:: Work to be completed ::
Say how many lines in the records hold "Claudionor". Nothing but the number should be given.

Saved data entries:
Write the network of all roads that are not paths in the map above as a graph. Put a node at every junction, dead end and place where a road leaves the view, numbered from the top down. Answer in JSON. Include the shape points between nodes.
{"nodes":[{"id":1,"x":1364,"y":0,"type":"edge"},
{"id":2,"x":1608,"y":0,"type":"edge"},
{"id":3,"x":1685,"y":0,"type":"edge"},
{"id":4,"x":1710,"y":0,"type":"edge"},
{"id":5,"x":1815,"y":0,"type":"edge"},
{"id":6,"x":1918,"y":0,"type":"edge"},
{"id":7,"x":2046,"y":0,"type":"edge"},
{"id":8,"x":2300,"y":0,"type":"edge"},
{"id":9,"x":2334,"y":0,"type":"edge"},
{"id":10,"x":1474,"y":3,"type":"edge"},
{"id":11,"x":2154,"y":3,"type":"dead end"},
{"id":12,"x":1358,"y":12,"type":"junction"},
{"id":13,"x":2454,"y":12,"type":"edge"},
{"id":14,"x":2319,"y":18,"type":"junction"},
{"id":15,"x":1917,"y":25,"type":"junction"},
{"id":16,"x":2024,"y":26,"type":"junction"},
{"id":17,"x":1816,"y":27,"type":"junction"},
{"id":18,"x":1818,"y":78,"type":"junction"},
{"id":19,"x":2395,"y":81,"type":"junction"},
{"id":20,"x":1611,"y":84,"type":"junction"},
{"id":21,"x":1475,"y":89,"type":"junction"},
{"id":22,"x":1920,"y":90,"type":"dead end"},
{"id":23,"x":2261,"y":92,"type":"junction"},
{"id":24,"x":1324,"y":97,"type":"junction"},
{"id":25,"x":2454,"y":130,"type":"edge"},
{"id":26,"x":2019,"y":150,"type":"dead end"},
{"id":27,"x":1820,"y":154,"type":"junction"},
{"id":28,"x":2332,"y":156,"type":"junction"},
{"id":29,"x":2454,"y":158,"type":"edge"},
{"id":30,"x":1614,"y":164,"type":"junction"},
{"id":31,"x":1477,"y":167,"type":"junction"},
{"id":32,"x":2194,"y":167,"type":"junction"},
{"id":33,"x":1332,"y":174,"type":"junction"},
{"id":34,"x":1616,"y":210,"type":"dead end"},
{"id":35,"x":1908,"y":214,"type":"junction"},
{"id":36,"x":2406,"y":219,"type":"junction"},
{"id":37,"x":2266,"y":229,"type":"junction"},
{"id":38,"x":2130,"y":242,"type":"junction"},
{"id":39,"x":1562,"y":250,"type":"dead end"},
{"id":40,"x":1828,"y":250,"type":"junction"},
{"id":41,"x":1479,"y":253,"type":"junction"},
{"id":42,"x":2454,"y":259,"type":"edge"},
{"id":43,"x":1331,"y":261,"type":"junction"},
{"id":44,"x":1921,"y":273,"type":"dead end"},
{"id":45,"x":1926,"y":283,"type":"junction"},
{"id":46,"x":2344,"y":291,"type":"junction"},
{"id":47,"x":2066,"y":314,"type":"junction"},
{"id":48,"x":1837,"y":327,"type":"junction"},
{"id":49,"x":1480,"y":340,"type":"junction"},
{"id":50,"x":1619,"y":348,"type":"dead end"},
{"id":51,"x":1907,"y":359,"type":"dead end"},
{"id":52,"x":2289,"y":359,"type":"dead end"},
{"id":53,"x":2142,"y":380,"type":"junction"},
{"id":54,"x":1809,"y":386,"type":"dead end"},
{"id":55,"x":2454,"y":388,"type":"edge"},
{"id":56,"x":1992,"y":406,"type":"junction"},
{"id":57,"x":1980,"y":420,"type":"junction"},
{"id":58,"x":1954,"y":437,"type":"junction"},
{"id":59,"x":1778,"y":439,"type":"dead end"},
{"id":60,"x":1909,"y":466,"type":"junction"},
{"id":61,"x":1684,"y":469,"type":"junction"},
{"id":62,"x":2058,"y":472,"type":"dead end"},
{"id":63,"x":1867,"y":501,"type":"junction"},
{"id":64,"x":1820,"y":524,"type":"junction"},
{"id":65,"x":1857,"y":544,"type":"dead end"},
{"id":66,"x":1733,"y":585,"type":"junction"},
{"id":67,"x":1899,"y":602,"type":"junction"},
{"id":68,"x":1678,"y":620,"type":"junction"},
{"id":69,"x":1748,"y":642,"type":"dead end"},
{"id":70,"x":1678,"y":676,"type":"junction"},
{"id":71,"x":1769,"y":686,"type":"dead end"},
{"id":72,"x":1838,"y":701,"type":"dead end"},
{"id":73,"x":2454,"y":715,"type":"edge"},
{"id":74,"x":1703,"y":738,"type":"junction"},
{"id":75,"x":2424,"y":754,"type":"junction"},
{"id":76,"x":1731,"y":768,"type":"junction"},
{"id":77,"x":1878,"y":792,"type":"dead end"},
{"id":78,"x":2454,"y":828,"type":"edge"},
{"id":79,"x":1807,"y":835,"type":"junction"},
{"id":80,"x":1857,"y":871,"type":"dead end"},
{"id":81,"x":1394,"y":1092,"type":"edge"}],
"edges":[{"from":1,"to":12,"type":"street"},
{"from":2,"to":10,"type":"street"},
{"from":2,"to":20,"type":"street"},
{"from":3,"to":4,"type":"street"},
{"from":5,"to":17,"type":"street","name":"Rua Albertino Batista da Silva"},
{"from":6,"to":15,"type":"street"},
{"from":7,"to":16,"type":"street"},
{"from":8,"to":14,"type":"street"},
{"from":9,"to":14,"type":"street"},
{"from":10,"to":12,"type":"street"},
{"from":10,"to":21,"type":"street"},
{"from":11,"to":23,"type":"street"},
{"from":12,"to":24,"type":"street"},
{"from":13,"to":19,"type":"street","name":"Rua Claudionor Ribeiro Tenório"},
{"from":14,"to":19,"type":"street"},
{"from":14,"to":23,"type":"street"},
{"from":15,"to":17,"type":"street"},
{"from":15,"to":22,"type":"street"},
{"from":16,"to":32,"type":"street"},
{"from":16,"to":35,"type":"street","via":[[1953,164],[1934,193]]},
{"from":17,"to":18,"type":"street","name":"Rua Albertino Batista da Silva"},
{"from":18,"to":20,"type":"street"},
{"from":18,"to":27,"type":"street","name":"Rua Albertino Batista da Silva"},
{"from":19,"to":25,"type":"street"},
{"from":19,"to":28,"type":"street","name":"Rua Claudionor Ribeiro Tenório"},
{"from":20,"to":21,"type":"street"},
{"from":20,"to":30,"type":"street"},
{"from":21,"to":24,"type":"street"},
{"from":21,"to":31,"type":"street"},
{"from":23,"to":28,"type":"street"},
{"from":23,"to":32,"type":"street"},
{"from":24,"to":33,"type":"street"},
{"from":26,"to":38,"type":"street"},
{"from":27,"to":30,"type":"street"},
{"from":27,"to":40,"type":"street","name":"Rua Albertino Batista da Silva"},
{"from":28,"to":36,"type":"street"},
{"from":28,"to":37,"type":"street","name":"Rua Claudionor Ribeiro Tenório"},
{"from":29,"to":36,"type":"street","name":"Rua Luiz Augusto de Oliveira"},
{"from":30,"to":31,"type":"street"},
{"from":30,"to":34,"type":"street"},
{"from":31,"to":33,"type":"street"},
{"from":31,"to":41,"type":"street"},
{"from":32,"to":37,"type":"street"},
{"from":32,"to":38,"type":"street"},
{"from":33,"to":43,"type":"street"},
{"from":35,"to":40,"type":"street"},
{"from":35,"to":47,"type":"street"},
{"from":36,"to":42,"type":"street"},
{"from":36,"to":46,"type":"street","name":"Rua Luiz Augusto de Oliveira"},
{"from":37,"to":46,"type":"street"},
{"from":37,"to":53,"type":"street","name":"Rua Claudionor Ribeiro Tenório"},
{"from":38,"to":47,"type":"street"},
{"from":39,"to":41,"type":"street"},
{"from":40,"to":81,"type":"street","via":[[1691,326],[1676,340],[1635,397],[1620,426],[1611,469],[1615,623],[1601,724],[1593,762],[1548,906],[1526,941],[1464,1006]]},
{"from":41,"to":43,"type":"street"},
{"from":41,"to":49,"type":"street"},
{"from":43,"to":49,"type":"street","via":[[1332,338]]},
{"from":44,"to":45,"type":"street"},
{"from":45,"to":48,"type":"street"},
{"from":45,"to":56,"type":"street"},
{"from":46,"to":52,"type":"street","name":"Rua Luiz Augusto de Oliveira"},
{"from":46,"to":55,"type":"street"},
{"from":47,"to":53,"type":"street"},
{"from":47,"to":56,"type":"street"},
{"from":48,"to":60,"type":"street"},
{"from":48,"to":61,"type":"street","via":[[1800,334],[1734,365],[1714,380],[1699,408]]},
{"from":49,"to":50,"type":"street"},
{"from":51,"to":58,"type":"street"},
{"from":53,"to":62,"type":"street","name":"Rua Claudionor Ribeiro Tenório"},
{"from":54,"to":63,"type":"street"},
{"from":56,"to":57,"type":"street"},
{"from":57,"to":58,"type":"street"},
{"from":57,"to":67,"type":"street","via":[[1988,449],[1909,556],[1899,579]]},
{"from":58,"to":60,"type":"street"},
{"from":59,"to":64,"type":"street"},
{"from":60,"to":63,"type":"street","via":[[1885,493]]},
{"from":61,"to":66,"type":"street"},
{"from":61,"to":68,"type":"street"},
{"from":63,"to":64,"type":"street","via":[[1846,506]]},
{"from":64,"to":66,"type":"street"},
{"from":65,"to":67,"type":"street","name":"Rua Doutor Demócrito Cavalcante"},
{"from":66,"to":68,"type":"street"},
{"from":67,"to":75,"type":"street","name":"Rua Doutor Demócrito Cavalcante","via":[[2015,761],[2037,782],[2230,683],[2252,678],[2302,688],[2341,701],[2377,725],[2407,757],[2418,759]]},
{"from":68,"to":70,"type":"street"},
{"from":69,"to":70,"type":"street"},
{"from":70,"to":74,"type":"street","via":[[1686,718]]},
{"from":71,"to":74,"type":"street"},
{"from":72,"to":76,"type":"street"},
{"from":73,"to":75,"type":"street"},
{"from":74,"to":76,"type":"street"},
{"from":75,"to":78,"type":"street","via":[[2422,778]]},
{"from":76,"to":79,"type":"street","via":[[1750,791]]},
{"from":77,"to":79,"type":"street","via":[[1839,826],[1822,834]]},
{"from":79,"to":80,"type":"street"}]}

:: Answer for this exercise ::
5